Continuing the theme of wild animal suffering in children’s lit

Hans Christian Andersen’s stories involve a lot of suffering of both human and animal varieties. “The Ugly Duckling” takes a brief detour from describing the duckling’s repeated social humiliations to describe being a waterfowl in winter:

The winter grew cold – so bitterly cold that the duckling had to swim to and fro in the water to keep it from freezing over. But every night the hole in which he swam kept getting smaller and smaller. Then it froze so hard that the duckling had to paddle continuously to keep the crackling ice from closing in upon him. At last, too tired to move, he was frozen fast in the ice.

Thumbelina” likewise details bird hardship in the Danish winter:

In the middle of the floor lay a dead swallow, with his lovely wings folded at his sides and his head tucked under his feathers. The poor bird must certainly have died of the cold. Thumbelina felt so sorry for him. She loved all the little birds who had sung and sweetly twittered to her all through the summer. But the mole gave the body a kick with his short stumps, and said, “Now he won’t be chirping any more. What a wretched thing it is to be born a little bird.
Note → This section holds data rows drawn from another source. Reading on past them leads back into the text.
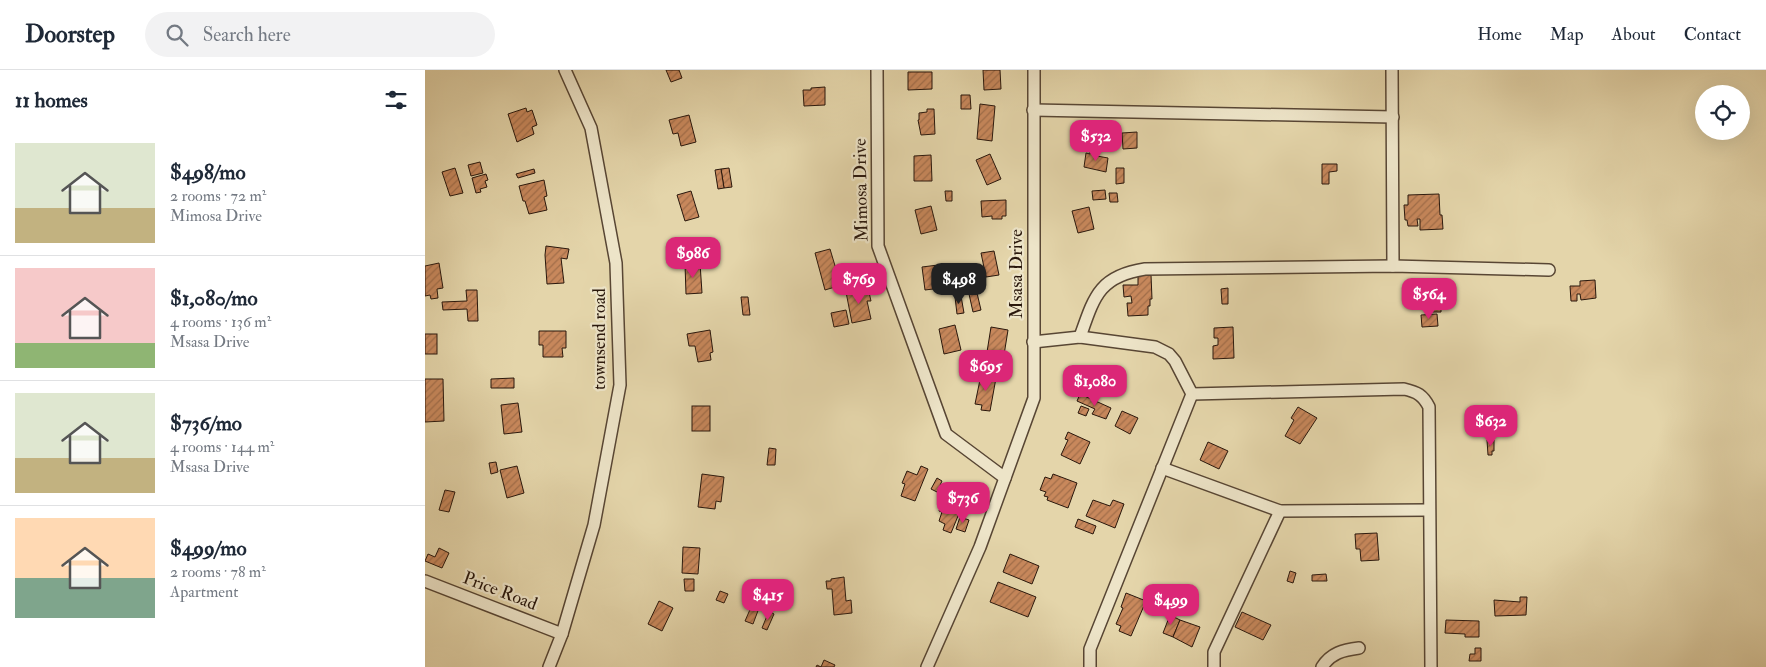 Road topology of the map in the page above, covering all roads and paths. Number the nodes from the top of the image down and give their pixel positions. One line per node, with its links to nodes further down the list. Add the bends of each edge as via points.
1 (565, 70): 17 (street, townsend road, via 591,128 614,254 620,384 593,525)
2 (877, 70): 13 (street, Mimosa Drive, via 878,246 946,434)
3 (1033, 70): 5 (street, Msasa Drive)
4 (1392, 70): 6 (street)
5 (1033, 110): 6 (street); 10 (street, Msasa Drive)
6 (1393, 117): 7 (street)
7 (1393, 266): 8 (street); 9 (street, via 1132,271 1115,277 1102,287 1089,310)
8 (1549, 270)
9 (1080, 337): 10 (street); 11 (street, via 1162,349 1175,361)
10 (1033, 342): 13 (street, Msasa Drive, via 1034,398)
11 (1192, 394): 12 (street); 14 (street, via 1416,391 1429,407)
12 (1162, 468): 15 (street); 21 (street, via 1090,648)
13 (1005, 478): 20 (street, Msasa Drive, via 980,547)
14 (1429, 510): 15 (street); 24 (street)
15 (1280, 511): 22 (street, via 1214,652)
16 (425, 581): 17 (street, Price Road)
17 (562, 634): 19 (street, townsend road)
18 (1359, 648): 23 (street, via 1337,652)
19 (549, 667)
20 (927, 667)
21 (1090, 667)
22 (1214, 667)
23 (1322, 667)
24 (1431, 667)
Thank goodness none of my children can be a bird, who has nothing but his ‘chirp, chirp’, and must starve to death when winter comes along.”

“Yes, you are so right, you sensible man,” the field mouse agreed. “What good is all his chirp-chirping to a bird in the winter time, when he starves and freezes?

Not that different from “The Little Match Girl“, in which a child freezes to death on the streets of Copenhagen:

She was getting colder and colder, but did not dare to go home, for she had sold no matches, nor earned a single cent, and her father would surely beat her. Besides, it was cold at home, for they had nothing over them but a roof through which the wind whistled even though the biggest cracks had been stuffed with straw and rags.

Her hands were almost dead with cold. Oh, how much one little match might warm her!

I don’t really know where I’m going with this. Interesting that an author who didn’t shy away from human suffering in his fairy tales also didn’t shy away from animal suffering.